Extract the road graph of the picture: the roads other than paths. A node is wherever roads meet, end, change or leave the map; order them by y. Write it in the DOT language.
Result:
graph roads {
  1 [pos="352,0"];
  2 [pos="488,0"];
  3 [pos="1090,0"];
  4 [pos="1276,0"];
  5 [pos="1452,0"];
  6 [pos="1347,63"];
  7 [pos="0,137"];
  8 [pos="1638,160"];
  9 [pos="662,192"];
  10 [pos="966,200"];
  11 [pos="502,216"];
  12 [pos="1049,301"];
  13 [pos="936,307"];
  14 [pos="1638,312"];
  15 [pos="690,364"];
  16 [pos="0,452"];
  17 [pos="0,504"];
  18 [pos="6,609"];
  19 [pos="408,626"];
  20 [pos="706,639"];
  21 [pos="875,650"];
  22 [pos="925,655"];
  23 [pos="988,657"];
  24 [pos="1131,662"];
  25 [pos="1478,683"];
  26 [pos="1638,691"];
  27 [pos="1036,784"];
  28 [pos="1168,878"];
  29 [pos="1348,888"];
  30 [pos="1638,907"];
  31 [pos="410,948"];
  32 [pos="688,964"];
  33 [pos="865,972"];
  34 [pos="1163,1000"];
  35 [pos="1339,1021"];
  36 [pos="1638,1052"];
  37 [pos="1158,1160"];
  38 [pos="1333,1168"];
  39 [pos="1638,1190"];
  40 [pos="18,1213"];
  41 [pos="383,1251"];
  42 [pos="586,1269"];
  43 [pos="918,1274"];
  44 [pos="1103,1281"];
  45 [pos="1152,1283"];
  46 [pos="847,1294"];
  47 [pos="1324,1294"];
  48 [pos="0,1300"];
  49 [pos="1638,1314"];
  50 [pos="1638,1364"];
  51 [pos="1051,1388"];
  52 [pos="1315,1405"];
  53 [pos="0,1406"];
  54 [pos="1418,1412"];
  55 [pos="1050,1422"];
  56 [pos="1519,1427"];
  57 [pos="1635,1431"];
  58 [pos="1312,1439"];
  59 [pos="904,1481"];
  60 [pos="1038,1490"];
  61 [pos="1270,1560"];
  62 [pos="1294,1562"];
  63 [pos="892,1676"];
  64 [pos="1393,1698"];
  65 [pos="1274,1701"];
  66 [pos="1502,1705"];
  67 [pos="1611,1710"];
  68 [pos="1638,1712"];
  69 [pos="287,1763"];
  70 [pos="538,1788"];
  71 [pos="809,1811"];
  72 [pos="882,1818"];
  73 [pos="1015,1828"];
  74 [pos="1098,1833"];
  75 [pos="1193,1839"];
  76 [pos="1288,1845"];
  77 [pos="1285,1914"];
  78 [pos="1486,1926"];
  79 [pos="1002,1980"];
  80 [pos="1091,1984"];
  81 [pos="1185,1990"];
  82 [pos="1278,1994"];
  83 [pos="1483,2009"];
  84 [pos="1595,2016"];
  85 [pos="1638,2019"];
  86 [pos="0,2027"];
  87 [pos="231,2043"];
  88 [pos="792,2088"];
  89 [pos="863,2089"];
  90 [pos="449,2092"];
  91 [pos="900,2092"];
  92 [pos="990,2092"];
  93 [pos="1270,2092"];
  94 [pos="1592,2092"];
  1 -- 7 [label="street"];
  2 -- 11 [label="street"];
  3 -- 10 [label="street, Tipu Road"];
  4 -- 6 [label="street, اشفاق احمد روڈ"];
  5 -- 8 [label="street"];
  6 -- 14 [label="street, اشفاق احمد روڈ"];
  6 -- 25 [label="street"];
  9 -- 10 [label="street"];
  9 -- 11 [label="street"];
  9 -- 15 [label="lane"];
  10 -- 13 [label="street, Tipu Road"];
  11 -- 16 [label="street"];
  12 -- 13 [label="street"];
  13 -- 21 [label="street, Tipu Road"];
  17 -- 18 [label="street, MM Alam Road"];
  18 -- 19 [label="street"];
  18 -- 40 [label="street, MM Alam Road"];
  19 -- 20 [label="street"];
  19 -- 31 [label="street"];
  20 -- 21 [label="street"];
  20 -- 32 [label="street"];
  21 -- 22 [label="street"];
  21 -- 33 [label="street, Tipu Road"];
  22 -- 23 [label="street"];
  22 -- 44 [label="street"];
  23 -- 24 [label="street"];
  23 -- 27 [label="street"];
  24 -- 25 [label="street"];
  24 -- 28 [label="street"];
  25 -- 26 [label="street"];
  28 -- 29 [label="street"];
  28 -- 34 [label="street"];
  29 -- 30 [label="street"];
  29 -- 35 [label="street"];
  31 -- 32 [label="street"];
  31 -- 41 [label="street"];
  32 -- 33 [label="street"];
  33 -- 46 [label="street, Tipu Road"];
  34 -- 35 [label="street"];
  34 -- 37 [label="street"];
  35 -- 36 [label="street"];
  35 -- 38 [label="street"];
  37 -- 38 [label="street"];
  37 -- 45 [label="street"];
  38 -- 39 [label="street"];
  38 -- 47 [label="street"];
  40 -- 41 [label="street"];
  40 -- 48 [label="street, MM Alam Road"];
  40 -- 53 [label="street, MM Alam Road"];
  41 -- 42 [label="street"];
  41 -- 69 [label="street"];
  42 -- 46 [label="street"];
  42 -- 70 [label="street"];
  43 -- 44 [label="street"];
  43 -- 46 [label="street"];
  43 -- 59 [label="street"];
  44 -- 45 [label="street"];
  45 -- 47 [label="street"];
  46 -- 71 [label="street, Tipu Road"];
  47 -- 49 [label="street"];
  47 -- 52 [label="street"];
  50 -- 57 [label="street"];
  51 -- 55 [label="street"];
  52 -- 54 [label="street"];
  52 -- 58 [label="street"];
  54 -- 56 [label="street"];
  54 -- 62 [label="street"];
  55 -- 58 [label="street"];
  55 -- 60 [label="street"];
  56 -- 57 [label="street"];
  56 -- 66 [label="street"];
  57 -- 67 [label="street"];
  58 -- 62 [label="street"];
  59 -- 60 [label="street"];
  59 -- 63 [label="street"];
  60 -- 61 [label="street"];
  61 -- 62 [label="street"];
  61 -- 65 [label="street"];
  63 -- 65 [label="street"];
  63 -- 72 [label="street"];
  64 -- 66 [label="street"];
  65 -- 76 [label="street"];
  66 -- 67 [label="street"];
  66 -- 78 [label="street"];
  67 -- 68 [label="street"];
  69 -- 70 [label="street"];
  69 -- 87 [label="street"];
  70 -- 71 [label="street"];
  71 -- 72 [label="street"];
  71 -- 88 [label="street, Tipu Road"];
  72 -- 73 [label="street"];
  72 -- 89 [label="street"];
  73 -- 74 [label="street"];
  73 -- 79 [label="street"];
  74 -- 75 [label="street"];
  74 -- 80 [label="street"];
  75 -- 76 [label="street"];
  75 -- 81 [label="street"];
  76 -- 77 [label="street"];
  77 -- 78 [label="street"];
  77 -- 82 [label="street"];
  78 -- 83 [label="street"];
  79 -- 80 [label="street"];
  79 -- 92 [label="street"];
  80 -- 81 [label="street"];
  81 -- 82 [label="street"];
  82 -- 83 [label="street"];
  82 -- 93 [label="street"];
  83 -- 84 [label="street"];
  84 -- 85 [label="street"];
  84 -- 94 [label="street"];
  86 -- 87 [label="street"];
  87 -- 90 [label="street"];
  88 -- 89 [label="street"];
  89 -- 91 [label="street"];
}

_Work instruction_. Go through the listing above. Show each line where the word "Tipu" is found.

_Written solution_.
  3 -- 10 [label="street, Tipu Road"];
  10 -- 13 [label="street, Tipu Road"];
  13 -- 21 [label="street, Tipu Road"];
  21 -- 33 [label="street, Tipu Road"];
  33 -- 46 [label="street, Tipu Road"];
  46 -- 71 [label="street, Tipu Road"];
  71 -- 88 [label="street, Tipu Road"];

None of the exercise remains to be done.